Records for this task Block Start

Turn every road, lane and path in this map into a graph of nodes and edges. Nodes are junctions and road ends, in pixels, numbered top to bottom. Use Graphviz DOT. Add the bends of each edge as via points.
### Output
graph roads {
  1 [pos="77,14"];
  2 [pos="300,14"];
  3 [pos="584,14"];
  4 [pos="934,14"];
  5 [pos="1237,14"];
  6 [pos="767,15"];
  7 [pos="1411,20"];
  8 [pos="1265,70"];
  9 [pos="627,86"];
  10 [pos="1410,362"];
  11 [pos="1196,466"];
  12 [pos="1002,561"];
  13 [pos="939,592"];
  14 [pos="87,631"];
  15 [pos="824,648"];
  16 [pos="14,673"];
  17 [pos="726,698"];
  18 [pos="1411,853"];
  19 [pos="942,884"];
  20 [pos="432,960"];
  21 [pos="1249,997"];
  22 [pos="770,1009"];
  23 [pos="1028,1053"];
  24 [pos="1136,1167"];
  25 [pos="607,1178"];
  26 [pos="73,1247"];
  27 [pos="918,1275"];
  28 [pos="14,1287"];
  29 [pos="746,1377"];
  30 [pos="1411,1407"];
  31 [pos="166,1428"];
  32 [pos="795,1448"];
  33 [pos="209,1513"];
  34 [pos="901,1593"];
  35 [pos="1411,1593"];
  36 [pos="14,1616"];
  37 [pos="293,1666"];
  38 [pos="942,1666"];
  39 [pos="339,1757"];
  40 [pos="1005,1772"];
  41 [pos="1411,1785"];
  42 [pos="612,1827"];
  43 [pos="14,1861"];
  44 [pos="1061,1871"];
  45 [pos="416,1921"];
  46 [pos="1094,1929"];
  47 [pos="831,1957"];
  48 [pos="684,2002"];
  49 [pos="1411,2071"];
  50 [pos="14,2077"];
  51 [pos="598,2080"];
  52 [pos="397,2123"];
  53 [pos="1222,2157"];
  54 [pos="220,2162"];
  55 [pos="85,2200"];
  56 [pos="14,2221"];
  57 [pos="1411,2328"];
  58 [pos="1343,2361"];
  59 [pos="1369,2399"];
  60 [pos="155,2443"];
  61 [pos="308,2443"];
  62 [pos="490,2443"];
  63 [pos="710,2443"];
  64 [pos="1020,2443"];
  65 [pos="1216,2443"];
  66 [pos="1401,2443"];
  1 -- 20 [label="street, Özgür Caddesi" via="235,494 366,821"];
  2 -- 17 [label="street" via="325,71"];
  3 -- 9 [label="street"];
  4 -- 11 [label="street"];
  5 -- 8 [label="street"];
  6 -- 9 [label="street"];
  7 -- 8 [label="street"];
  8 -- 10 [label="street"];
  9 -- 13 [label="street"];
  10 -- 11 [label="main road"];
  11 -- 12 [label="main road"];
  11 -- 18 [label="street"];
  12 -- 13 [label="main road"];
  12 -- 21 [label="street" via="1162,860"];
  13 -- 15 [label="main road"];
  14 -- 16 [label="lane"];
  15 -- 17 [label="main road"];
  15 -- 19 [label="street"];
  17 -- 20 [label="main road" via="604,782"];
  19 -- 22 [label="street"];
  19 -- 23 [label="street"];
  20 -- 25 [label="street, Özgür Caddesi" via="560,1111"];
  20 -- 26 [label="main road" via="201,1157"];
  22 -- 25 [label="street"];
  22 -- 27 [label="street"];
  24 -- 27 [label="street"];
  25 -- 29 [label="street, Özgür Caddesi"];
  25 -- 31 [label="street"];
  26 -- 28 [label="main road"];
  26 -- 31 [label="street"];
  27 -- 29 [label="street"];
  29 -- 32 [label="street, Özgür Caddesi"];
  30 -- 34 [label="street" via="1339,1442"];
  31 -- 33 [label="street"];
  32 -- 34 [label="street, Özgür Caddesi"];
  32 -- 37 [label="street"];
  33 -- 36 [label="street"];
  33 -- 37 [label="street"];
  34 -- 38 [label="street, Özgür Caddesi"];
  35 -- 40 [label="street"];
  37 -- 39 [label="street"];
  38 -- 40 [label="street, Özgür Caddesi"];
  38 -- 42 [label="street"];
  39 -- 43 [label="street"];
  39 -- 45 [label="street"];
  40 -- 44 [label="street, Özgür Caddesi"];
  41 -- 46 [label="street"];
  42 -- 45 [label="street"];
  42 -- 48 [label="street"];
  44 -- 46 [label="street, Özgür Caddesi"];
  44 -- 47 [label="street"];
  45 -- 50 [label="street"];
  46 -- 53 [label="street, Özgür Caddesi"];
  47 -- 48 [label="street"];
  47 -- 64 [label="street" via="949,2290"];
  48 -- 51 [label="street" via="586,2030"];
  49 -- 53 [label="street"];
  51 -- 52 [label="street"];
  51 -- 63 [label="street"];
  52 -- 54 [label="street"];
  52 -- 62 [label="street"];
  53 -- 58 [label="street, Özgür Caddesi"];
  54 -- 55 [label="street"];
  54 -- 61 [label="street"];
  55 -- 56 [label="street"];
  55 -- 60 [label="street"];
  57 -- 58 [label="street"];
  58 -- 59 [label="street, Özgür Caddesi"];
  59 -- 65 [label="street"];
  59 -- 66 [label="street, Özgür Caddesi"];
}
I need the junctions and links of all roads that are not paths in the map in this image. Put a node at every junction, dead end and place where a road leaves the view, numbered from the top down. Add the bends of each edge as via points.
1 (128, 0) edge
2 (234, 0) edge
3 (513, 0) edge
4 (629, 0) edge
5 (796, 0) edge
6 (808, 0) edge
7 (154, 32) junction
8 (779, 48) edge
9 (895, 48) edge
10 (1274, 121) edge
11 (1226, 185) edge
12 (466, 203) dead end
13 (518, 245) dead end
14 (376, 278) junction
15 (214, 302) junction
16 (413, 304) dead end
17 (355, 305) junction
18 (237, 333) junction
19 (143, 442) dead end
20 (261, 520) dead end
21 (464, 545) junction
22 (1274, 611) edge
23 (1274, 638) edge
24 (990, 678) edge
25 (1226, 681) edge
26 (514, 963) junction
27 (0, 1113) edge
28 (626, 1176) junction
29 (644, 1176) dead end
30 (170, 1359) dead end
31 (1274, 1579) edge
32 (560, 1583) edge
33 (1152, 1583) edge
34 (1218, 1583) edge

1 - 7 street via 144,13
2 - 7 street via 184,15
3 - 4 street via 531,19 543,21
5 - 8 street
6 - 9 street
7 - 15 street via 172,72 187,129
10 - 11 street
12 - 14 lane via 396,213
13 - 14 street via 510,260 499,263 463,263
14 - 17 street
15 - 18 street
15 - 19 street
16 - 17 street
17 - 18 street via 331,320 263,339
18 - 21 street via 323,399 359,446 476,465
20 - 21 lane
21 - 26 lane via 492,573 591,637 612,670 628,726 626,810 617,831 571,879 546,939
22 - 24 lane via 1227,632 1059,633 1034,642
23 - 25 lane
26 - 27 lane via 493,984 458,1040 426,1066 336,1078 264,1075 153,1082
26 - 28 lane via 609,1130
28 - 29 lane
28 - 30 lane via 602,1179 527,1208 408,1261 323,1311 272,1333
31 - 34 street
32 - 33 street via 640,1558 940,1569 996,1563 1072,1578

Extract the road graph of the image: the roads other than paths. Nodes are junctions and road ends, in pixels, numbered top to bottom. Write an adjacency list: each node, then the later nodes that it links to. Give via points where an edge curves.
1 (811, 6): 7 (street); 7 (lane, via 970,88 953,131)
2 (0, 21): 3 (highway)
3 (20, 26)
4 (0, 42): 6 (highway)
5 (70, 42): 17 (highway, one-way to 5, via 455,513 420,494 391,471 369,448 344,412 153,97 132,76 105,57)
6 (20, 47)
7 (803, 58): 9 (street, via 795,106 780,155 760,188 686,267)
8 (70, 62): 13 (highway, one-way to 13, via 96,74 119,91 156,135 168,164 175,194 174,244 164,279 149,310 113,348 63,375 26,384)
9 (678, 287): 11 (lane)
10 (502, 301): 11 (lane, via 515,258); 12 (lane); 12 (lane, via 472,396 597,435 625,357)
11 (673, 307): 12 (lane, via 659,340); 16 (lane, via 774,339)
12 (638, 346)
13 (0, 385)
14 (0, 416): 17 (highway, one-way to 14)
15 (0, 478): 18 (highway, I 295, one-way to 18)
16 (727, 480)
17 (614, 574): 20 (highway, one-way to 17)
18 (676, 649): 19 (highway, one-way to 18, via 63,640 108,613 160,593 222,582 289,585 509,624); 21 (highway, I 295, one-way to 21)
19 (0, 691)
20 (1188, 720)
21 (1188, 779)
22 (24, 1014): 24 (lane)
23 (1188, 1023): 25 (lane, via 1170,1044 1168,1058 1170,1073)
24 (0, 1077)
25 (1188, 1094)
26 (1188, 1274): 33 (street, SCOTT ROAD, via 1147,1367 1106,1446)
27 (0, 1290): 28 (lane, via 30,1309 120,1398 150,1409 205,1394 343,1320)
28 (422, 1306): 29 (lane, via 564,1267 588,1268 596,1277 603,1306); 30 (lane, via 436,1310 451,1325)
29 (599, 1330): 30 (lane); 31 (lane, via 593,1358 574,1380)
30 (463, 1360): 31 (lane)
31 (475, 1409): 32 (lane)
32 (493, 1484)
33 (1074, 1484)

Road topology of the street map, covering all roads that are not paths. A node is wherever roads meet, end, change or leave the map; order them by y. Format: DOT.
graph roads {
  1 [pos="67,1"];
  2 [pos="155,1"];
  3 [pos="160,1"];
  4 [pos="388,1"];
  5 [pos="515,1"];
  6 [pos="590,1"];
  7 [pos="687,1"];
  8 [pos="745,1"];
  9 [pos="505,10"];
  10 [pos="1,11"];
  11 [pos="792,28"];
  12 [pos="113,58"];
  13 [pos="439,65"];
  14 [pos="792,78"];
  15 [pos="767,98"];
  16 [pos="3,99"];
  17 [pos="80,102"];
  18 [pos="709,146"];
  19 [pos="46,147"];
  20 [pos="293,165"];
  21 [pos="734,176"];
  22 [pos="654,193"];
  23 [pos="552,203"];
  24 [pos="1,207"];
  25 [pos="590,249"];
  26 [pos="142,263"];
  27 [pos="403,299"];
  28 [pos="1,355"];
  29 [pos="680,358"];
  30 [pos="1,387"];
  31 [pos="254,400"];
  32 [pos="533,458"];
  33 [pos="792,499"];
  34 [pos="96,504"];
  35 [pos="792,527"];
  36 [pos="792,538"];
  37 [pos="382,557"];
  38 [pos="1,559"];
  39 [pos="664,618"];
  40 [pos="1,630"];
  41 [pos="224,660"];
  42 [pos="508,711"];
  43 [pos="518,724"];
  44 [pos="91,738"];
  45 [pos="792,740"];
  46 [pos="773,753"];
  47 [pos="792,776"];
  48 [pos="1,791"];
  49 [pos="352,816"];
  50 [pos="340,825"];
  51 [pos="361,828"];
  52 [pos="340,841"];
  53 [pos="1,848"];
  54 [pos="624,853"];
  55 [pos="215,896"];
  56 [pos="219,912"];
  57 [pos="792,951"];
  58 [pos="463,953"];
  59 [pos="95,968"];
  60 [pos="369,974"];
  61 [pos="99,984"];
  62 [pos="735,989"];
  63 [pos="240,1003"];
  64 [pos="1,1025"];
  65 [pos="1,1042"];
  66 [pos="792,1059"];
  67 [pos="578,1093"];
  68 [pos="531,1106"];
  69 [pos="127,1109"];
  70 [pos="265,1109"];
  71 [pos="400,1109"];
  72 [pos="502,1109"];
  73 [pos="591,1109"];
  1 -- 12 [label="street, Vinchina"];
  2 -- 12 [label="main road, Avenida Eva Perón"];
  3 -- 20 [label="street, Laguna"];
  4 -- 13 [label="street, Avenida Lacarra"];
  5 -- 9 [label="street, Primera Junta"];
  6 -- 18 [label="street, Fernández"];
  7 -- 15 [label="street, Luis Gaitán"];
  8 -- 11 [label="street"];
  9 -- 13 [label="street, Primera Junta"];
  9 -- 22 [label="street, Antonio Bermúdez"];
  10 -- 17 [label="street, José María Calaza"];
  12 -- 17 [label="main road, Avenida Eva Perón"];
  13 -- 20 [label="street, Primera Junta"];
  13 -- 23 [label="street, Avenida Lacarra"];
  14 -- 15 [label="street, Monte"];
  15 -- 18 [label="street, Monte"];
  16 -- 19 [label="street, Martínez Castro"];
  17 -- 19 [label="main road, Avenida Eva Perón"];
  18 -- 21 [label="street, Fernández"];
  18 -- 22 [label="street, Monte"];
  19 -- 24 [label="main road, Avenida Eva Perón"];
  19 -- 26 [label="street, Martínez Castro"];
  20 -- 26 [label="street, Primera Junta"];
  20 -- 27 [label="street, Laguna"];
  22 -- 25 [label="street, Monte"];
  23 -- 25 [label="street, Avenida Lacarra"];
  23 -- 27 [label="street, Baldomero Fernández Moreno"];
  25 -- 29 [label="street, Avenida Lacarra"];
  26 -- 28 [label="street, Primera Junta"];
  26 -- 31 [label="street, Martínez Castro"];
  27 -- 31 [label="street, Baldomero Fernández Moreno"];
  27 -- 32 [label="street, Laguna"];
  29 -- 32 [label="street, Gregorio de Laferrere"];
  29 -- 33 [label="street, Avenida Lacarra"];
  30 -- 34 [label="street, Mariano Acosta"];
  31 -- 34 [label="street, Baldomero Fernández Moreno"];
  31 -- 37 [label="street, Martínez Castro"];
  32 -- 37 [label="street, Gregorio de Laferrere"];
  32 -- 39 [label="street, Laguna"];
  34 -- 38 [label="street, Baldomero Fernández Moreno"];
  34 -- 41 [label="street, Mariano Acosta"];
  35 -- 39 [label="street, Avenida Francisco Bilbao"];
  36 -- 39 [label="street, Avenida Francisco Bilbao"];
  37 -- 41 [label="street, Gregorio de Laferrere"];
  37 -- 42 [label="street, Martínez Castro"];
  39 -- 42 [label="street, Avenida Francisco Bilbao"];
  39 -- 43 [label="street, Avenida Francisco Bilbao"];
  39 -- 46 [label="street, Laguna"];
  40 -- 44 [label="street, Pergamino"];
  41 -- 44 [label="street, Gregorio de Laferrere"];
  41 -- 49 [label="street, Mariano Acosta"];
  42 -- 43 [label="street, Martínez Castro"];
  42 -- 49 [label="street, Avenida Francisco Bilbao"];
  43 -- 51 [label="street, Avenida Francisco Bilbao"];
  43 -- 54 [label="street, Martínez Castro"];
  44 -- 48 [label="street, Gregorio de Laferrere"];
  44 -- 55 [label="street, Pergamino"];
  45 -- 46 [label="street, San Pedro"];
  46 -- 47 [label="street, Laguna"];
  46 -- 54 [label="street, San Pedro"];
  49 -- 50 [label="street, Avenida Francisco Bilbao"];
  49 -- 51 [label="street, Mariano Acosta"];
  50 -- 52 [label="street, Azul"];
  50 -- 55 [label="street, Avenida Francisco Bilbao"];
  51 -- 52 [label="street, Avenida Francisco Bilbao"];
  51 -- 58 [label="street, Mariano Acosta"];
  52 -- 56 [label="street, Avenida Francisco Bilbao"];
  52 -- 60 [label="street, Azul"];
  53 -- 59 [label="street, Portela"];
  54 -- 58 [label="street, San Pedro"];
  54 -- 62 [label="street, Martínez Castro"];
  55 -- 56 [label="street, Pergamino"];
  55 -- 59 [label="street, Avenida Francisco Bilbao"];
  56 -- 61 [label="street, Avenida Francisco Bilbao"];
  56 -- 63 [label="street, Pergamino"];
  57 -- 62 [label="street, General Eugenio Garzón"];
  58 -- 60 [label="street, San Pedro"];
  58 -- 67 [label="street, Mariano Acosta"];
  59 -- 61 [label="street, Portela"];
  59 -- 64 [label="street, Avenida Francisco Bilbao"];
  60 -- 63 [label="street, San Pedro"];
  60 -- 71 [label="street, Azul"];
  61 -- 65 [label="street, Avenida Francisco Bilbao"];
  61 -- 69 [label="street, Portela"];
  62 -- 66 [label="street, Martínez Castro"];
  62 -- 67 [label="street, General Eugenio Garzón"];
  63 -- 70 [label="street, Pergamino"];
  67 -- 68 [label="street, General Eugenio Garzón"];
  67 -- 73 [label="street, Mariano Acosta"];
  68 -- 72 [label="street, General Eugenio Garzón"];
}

Records for this task Block End

For the word "Primera", go through the records and show each line that carries it.

**Reply:**
  5 -- 9 [label="street, Primera Junta"];
  9 -- 13 [label="street, Primera Junta"];
  13 -- 20 [label="street, Primera Junta"];
  20 -- 26 [label="street, Primera Junta"];
  26 -- 28 [label="street, Primera Junta"];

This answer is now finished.